Brief -> Present each line of the entries below that holds the word "edges".

Data provided ->

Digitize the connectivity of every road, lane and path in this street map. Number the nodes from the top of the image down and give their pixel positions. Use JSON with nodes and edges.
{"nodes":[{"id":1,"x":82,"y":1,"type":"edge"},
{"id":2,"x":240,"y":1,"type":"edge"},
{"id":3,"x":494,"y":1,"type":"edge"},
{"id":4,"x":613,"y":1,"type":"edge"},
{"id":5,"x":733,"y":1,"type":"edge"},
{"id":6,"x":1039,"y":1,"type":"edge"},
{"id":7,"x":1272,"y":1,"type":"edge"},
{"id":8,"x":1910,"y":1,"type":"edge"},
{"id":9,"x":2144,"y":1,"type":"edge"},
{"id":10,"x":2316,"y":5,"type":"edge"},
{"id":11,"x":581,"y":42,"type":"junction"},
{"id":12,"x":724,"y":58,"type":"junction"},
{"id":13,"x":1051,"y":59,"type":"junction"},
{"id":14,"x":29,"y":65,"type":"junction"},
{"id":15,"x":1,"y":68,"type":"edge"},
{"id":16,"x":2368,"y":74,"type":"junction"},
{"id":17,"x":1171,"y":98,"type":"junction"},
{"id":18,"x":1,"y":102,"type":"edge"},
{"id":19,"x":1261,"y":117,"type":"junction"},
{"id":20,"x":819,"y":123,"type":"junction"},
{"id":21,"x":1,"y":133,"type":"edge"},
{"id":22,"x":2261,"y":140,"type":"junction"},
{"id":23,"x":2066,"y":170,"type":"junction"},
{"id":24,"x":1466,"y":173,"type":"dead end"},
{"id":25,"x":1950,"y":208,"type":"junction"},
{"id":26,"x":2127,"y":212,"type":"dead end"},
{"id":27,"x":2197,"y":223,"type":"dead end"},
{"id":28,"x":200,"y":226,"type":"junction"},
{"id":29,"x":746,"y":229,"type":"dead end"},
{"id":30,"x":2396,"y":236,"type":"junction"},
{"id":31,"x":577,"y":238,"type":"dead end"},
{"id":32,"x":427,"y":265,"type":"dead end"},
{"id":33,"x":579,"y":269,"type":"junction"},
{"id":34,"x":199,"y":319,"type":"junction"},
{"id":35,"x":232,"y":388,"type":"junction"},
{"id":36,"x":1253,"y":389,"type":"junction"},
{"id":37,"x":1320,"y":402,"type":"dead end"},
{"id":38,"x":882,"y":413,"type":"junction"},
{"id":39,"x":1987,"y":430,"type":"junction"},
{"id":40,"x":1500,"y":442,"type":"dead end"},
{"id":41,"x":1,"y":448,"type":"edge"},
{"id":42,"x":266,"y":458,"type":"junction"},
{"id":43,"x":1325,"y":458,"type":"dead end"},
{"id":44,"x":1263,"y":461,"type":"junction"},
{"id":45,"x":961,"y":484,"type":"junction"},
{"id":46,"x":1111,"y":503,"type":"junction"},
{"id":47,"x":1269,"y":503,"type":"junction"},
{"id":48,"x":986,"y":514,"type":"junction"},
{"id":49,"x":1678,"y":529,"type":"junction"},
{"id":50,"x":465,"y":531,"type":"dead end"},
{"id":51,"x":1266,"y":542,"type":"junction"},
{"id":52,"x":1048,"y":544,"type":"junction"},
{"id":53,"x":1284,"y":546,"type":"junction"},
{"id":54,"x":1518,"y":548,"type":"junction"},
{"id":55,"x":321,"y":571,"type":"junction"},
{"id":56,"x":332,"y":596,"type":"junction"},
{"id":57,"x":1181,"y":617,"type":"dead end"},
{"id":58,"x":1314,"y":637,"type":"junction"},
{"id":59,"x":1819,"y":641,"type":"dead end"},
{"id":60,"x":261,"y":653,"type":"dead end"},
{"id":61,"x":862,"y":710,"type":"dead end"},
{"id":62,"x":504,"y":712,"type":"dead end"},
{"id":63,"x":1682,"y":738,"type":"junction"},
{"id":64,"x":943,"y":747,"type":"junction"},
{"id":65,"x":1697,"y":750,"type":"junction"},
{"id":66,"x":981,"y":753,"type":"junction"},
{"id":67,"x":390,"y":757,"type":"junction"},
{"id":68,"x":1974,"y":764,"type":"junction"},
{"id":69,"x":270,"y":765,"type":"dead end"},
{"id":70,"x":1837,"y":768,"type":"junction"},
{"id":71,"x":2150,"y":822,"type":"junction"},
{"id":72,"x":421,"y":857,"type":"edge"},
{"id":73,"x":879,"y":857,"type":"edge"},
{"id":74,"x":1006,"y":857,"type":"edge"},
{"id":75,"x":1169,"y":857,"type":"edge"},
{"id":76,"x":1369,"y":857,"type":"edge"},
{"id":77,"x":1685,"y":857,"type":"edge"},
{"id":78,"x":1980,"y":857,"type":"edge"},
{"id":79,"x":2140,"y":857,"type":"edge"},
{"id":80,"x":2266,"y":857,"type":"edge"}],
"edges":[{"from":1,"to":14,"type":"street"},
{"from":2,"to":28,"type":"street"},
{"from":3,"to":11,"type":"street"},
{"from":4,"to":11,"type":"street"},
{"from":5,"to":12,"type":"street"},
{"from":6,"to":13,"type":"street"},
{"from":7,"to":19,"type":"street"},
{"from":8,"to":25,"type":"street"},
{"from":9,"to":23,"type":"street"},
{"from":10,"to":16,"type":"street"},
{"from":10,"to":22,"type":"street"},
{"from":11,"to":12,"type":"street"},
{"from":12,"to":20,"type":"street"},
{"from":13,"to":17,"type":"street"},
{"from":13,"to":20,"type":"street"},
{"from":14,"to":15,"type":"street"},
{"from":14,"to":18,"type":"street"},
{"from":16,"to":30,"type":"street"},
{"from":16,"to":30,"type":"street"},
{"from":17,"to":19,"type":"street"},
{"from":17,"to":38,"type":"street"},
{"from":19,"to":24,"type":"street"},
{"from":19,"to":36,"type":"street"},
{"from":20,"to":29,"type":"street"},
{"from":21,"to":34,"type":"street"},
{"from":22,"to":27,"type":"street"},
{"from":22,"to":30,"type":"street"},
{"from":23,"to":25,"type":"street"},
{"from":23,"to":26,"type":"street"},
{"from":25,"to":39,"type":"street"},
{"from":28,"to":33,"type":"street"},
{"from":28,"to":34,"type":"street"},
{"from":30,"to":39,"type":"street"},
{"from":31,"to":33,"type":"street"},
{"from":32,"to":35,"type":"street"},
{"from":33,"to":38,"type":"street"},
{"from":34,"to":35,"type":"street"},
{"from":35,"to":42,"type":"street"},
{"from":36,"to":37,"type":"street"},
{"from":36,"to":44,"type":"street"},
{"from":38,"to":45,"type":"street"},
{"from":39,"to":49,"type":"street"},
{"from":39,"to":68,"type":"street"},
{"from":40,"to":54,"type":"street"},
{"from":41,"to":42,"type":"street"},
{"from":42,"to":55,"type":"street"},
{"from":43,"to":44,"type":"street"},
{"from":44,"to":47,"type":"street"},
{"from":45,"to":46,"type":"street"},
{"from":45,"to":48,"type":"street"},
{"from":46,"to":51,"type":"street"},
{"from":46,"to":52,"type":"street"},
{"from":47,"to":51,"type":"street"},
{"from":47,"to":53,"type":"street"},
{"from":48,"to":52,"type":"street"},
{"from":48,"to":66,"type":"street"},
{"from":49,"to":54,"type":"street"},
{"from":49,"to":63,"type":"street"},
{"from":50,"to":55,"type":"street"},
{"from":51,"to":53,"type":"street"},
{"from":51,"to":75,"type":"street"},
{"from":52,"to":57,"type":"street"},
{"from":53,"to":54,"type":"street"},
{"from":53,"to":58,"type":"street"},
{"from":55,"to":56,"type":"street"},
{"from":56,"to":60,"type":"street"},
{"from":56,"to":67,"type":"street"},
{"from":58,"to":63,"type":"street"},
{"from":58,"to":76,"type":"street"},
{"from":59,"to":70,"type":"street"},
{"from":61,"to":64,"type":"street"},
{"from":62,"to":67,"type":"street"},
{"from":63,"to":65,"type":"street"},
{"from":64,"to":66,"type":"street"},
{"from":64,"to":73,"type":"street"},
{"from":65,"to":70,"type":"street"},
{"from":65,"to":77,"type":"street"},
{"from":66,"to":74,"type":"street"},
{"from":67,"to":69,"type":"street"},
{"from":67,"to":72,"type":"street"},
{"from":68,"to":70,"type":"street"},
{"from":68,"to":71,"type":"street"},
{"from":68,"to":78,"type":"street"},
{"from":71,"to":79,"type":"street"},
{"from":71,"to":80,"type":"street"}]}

Response area ->
Digitize the connectivity of every road, lane and path in this street map. Number the nodes from the top of the image down and give their pixel positions. Use JSON with nodes and edges.
"edges":[{"from":1,"to":14,"type":"street"},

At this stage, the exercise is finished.